As expected, the cement industry qualifies as highly vulnerable to carbon leakage with an increased cost induced directly by the ETS of 55.06% of GVA and an increased indirect cost of 4.27% of GVA. Cement is therefore well above the 30% of GVA required under the ETDi. Only three sectors qualify under this 30% of GVA criterion: cement, lime and oven coke.
The 4.27% of GVA for indirect (electricity) costs is based on less than 50% of the GVA of the EU cement industry. The European Commission will approach the Member States in order to complete the data in this respect and CEMBUREAU strongly recommends that the information be supplemented.

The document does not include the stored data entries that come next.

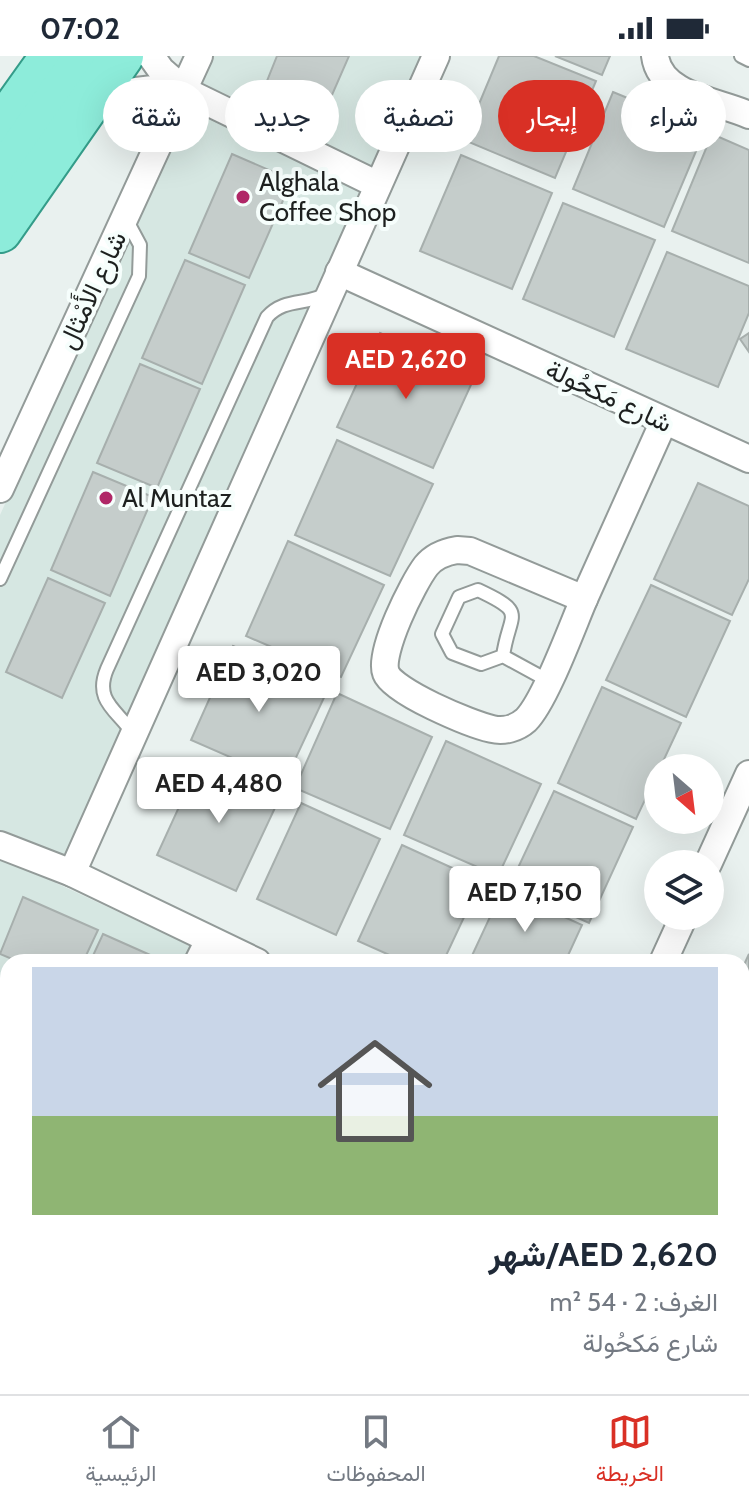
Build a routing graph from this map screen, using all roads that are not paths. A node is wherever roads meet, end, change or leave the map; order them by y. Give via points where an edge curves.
1 (52, 56) edge
2 (86, 56) edge
3 (122, 56) edge
4 (151, 56) edge
5 (199, 56) edge
6 (436, 56) edge
7 (655, 56) edge
8 (741, 56) edge
9 (749, 60) edge
10 (172, 80) edge
11 (189, 80) edge
12 (103, 101) edge
13 (209, 103) edge
14 (89, 106) junction
15 (747, 108) edge
16 (0, 129) edge
17 (156, 152) edge
18 (0, 180) edge
19 (378, 185) junction
20 (125, 217) junction
21 (0, 231) edge
22 (335, 281) junction
23 (664, 421) junction
24 (749, 459) edge
25 (0, 489) edge
26 (0, 579) edge
27 (584, 599) junction
28 (503, 656) junction
29 (547, 680) junction
30 (135, 738) junction
31 (749, 774) edge
32 (0, 845) edge
33 (714, 850) edge
34 (72, 873) junction
35 (678, 930) edge
36 (203, 951) edge
37 (667, 954) edge

1 - 16 main road
2 - 18 main road
3 - 14 main road
4 - 10 street
5 - 11 street, شارع الأَمْثال
6 - 19 street
7 - 15 street via 670,85
8 - 9 lane
12 - 14 street
13 - 19 street
14 - 21 main road
17 - 20 street, شارع الأَمْثال
19 - 22 street
20 - 25 street, شارع الأَمْثال
20 - 26 lane via 140,245 139,276
22 - 23 street, شارع مَكحُولة
22 - 30 street
22 - 30 lane via 318,298 283,304 267,317 107,669 102,687 107,705
23 - 24 street, شارع مَكحُولة
23 - 27 street
27 - 29 street
27 - 29 street via 470,551 445,552 425,567 384,653 386,673 398,689 492,729 524,722
28 - 28 lane via 513,612 478,590 466,592 442,634 445,644 452,653 481,664
28 - 29 lane
30 - 34 street
31 - 33 street
32 - 34 street
34 - 36 street
35 - 37 street

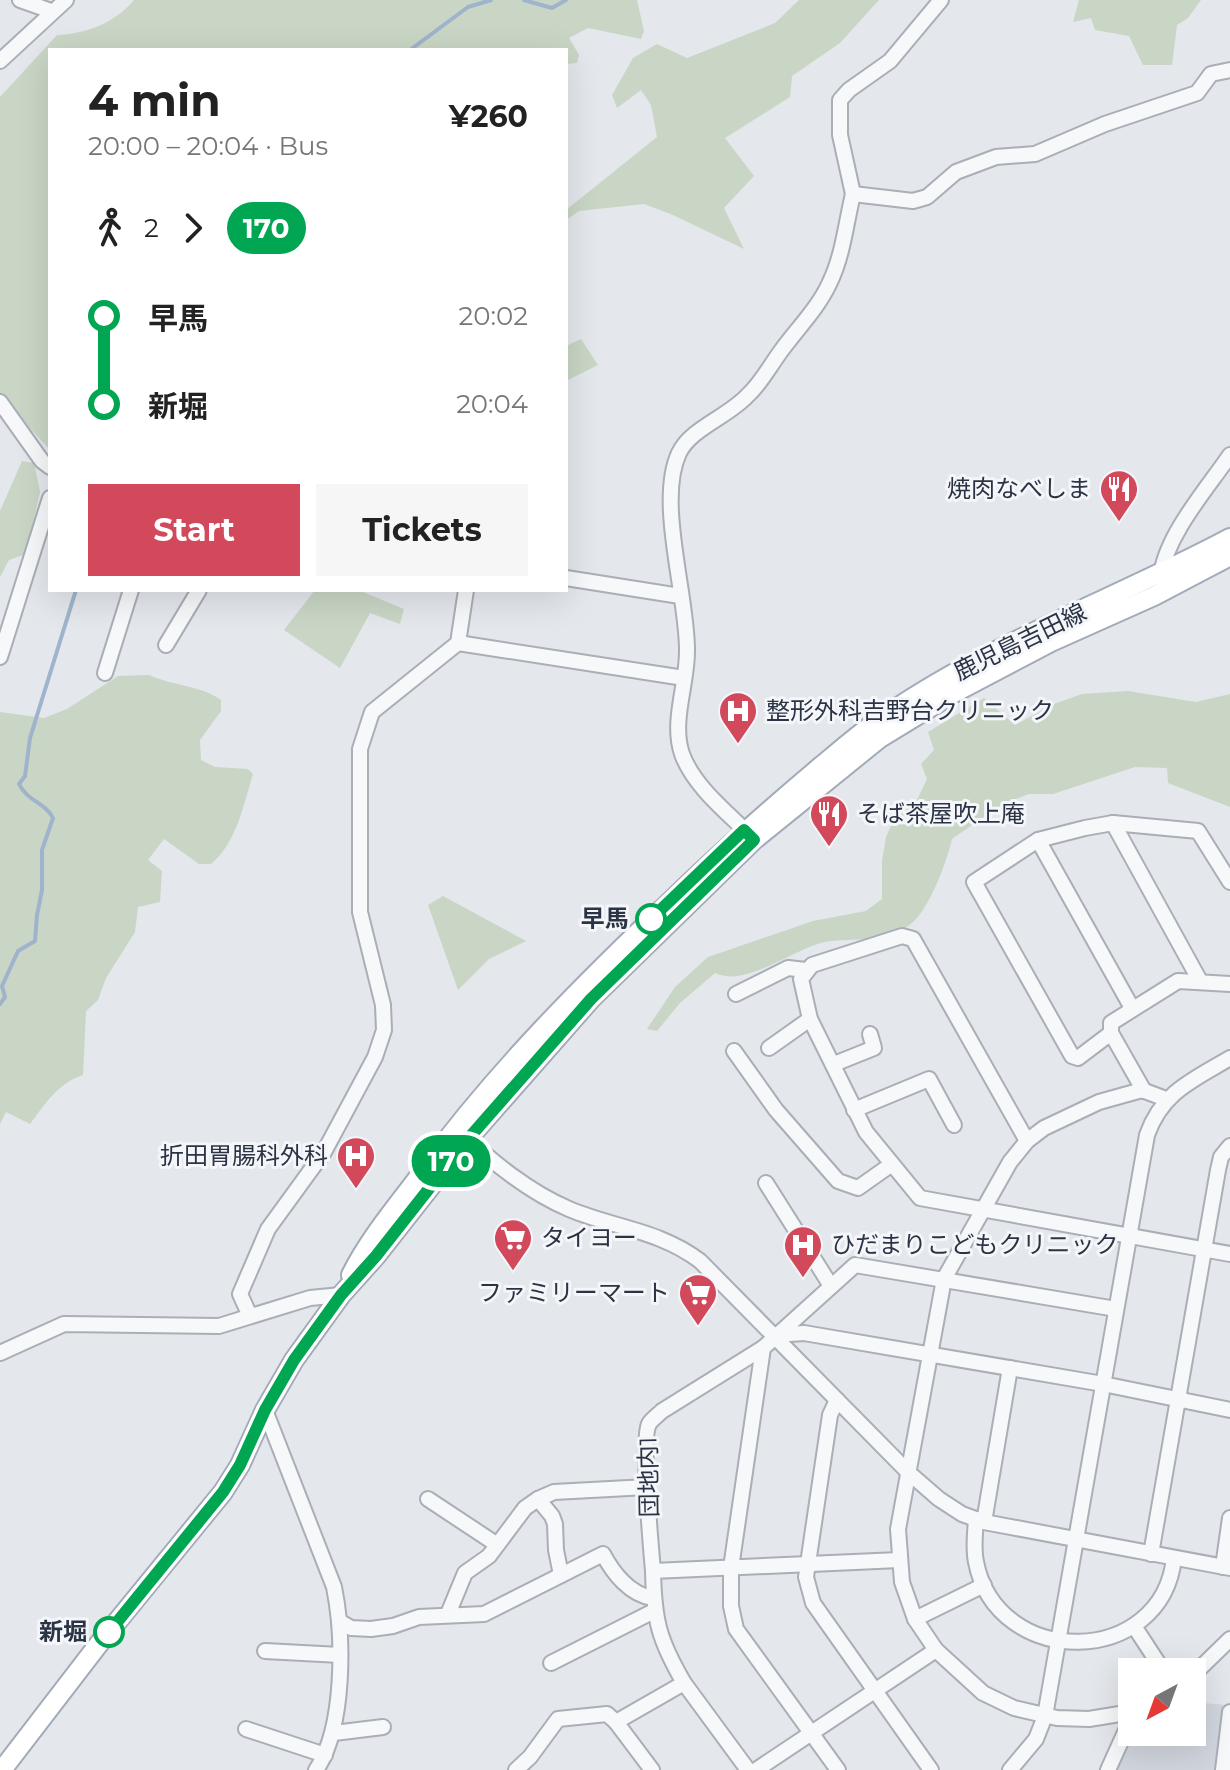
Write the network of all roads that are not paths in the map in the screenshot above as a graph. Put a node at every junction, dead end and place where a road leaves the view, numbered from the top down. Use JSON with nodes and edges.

The recognition that the European cement industry is vulnerable to carbon leakage in the absence of a level playing field entails very significant consequences, such as free allocation on the basis of a benchmark and the possibility to include importers in the ETS as well as the possibility for Member States to compensate higher electricity prices through State aids.
On all fronts CEMBUREAU has identified appropriate actions, the most urgent of which is the definition of a benchmark through the procedure of comitology with scrutiny (see February 2009 Eurobrief).For that purpose, the European Cement Industry has collected all necessary data and developed an independent, reliable and comprehensive database, the so-called GNRi (Getting the Numbers Right), from which information is available to the European Commission, consultants and Member States. It provides current and robust data on CO2 emissions and the energy performance of the cement industry both in Europe and worldwide and is allowing CEMBUREAU to present a unique, EU-wide benchmark.
CEMBUREAU is ready to contribute to WG3 (the comitology Working Group on ETS) and welcomes, within this framework, the consultation of stakeholders initiated by EcoFys, the consultant appointed by the Commission to develop the sectoral benchmarks.